| Instructions for the task |
Below is a block of records. Copy every line in it that contains the word "their".

____ Given records

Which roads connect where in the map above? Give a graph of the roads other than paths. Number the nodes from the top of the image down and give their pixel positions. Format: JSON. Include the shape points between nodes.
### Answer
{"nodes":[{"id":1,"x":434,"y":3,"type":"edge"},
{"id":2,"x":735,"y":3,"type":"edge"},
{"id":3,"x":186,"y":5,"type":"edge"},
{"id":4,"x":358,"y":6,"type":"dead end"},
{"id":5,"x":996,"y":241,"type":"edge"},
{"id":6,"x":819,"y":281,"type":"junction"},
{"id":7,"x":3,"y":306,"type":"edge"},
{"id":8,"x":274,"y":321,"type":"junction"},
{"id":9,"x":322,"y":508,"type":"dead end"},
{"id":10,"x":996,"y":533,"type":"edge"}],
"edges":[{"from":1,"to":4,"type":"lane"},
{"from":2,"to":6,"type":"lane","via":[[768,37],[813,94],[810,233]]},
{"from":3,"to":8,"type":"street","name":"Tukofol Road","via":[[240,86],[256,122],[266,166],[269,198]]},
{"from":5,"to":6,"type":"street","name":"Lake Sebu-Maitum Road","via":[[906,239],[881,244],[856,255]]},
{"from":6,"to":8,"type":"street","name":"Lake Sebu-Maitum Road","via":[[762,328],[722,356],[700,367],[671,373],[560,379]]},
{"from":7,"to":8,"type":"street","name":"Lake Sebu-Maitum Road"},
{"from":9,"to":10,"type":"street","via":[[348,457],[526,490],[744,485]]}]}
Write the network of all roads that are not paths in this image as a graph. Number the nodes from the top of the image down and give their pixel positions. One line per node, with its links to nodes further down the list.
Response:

________

| Task output |
Which roads connect where in the map above? Give a graph of the roads other than paths. Number the nodes from the top of the image down and give their pixel positions. Format: JSON. Include the shape points between nodes.
Write the network of all roads that are not paths in this image as a graph. Number the nodes from the top of the image down and give their pixel positions. One line per node, with its links to nodes further down the list.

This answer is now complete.